§ Input material
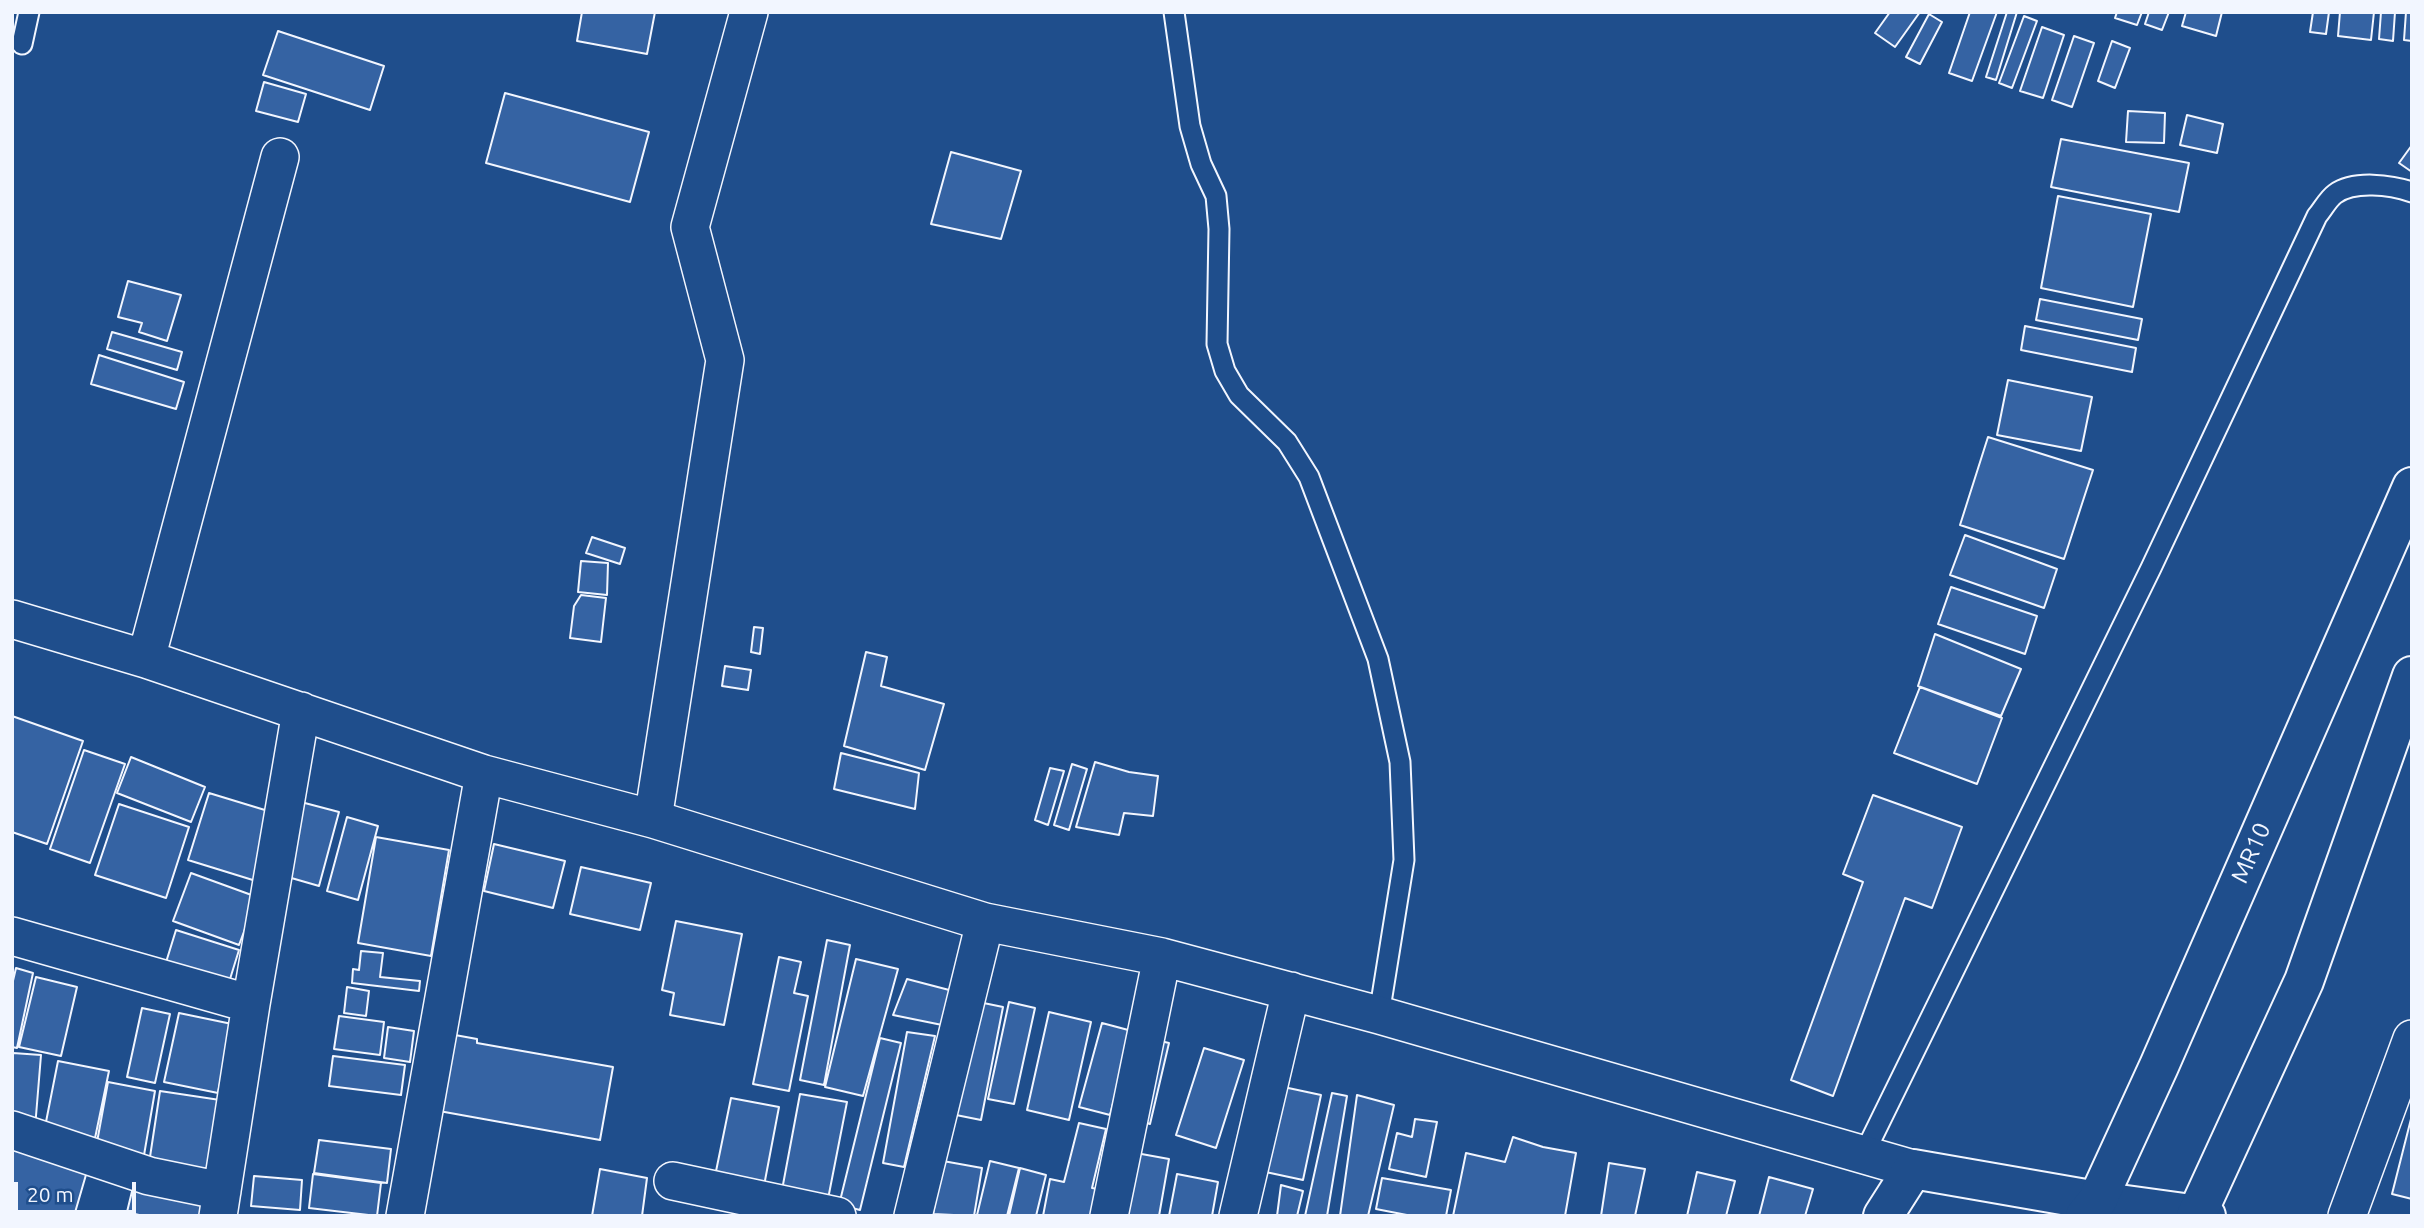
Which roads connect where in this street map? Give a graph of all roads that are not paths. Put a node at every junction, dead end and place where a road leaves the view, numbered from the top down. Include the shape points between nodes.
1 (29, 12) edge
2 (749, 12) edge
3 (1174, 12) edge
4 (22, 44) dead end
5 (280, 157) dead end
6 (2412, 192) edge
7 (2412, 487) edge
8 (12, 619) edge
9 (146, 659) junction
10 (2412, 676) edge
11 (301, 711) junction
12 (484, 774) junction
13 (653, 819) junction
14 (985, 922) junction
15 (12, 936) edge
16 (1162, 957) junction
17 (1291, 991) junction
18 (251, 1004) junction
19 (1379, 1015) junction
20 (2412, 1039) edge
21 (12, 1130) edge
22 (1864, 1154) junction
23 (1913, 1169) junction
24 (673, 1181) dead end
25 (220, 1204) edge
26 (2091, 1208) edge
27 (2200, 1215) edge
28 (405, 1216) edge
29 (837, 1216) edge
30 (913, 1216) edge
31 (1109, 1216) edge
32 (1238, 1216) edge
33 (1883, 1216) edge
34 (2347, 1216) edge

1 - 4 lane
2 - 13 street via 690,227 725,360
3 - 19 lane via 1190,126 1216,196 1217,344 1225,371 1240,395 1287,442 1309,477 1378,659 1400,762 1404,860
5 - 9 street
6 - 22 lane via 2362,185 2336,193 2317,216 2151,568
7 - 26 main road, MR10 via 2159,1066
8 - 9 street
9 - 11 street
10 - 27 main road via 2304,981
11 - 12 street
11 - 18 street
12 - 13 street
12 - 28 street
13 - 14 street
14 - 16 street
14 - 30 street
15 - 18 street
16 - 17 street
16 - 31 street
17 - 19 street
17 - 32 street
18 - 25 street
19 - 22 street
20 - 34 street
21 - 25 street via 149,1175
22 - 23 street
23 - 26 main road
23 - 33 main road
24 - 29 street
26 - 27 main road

---

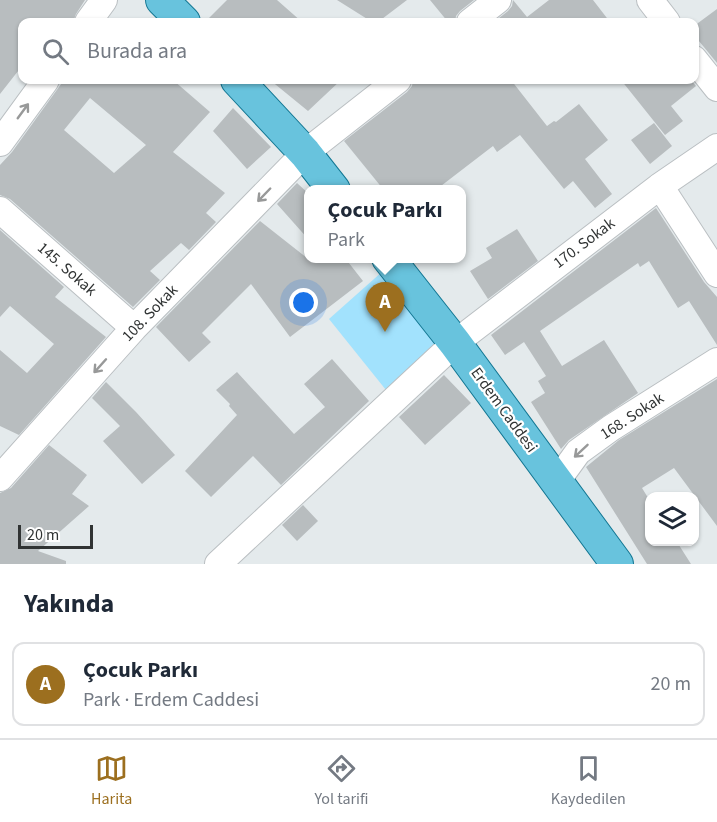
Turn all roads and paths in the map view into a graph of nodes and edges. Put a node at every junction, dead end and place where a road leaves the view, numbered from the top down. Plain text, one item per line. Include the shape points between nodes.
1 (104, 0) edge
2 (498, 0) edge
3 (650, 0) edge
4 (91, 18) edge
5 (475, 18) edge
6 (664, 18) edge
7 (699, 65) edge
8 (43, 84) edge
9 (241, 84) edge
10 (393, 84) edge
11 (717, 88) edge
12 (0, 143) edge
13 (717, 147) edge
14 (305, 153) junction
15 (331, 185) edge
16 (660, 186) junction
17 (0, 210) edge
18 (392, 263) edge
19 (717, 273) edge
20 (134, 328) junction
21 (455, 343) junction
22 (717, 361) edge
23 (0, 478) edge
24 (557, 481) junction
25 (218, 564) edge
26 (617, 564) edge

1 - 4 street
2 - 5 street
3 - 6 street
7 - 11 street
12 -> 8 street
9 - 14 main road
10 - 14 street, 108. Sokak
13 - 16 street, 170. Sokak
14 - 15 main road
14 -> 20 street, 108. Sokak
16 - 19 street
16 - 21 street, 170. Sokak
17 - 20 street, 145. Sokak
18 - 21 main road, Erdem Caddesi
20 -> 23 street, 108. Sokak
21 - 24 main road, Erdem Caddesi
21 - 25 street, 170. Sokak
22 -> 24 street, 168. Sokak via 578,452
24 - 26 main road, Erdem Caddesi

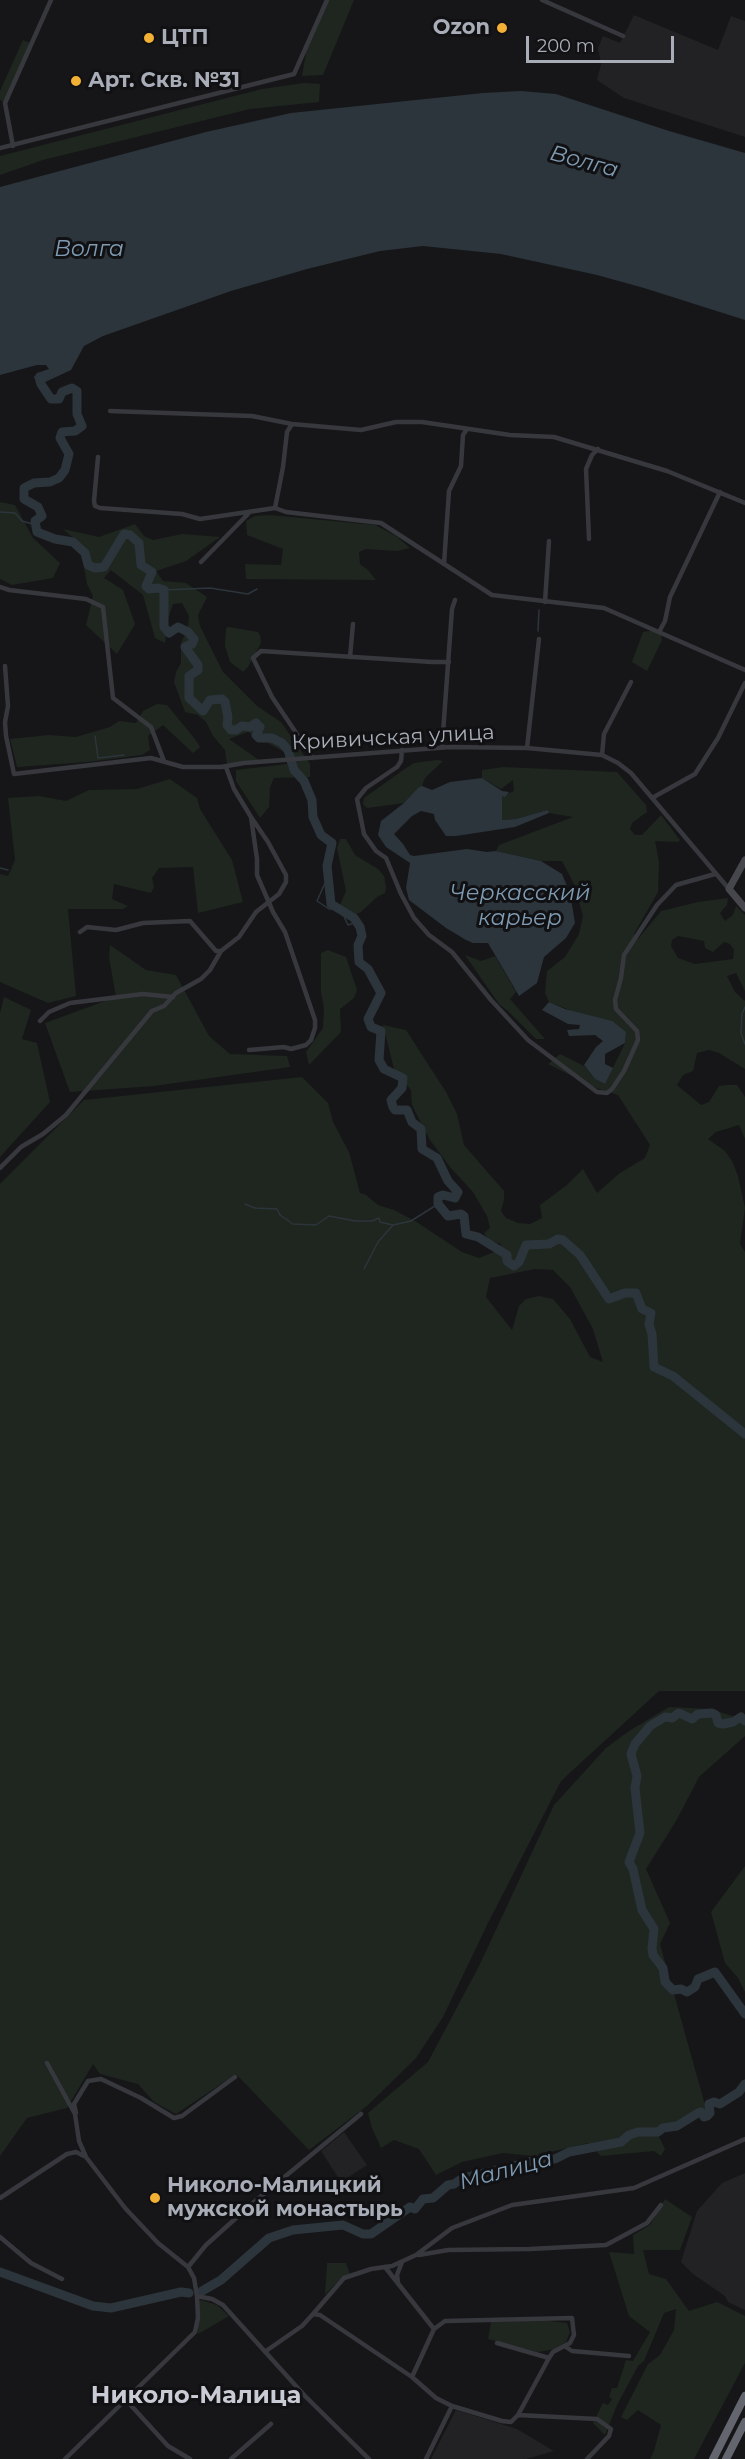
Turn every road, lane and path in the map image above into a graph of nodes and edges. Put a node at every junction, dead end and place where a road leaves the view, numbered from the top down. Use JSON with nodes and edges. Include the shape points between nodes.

---

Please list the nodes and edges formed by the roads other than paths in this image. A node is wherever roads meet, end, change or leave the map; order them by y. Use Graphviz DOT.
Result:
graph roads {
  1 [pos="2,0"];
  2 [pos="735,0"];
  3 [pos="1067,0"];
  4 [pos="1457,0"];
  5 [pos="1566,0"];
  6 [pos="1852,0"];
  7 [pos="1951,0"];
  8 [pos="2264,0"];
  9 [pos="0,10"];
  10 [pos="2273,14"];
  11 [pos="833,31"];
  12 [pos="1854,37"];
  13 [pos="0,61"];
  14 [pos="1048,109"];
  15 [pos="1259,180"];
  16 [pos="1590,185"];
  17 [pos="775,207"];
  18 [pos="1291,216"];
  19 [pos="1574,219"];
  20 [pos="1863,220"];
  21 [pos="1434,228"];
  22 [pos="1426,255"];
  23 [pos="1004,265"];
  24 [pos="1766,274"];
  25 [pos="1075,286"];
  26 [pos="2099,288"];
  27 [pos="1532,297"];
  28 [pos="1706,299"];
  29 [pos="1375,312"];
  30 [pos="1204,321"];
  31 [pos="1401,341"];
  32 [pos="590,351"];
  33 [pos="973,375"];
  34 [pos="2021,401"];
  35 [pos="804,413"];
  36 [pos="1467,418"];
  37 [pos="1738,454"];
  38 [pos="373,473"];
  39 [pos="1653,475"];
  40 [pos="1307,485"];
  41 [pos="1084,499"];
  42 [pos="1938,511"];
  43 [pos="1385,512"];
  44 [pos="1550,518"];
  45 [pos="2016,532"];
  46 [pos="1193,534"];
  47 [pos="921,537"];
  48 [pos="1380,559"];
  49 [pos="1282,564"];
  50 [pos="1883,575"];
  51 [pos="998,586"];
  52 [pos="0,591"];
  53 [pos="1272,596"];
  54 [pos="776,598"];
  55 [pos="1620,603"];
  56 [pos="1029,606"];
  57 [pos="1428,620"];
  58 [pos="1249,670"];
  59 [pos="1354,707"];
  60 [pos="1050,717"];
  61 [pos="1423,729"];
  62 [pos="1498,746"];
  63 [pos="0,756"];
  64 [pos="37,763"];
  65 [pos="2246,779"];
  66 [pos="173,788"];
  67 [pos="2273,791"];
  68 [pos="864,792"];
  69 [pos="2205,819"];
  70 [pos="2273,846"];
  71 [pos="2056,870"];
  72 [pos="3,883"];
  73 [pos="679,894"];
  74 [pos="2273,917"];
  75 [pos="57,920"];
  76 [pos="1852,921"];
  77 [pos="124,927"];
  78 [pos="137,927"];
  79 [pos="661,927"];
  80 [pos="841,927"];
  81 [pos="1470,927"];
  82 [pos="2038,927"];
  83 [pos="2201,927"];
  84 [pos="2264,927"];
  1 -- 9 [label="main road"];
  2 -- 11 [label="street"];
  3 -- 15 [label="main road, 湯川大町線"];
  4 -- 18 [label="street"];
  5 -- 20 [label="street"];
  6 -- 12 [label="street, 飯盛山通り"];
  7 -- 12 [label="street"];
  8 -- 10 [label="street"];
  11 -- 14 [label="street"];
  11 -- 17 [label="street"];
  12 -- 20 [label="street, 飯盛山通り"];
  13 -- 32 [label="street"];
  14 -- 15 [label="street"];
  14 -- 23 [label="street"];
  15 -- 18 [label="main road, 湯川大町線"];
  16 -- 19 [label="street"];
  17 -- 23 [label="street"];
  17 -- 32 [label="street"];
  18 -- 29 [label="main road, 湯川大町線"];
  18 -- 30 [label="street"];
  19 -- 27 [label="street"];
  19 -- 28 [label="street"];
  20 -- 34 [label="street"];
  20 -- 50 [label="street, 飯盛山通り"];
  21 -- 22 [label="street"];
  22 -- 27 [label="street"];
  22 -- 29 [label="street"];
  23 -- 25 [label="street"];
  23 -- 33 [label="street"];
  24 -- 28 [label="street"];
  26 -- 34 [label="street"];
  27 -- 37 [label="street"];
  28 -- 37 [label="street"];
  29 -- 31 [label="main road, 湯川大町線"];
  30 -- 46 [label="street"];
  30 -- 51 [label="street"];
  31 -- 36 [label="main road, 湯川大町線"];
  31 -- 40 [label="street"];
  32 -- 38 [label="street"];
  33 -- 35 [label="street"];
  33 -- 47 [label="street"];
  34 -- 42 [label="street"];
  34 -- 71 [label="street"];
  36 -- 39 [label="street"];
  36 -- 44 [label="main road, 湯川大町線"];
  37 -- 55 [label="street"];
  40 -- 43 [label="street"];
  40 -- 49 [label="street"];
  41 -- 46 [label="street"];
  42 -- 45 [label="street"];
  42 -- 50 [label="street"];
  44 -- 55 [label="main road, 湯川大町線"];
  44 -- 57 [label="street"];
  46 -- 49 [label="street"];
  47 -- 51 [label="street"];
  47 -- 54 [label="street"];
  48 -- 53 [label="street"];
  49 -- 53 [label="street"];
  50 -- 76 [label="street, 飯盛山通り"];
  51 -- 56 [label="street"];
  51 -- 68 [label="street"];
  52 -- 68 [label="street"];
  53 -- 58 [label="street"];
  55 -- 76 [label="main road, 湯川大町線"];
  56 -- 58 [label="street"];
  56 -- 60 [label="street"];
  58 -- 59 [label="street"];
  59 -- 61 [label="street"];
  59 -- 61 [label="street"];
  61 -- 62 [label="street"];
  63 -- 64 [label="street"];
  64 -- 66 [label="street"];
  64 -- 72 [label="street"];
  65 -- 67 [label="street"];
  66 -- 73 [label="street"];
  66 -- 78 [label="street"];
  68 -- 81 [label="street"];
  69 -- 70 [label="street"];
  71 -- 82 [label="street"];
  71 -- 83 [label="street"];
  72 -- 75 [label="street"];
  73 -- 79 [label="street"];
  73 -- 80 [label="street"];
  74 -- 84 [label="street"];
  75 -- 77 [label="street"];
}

§ Task objective
If a line in the material above holds "image", copy it.

§ Answer space
Turn every road, lane and path in the map image above into a graph of nodes and edges. Put a node at every junction, dead end and place where a road leaves the view, numbered from the top down. Use JSON with nodes and edges. Include the shape points between nodes.
Please list the nodes and edges formed by the roads other than paths in this image. A node is wherever roads meet, end, change or leave the map; order them by y. Use Graphviz DOT.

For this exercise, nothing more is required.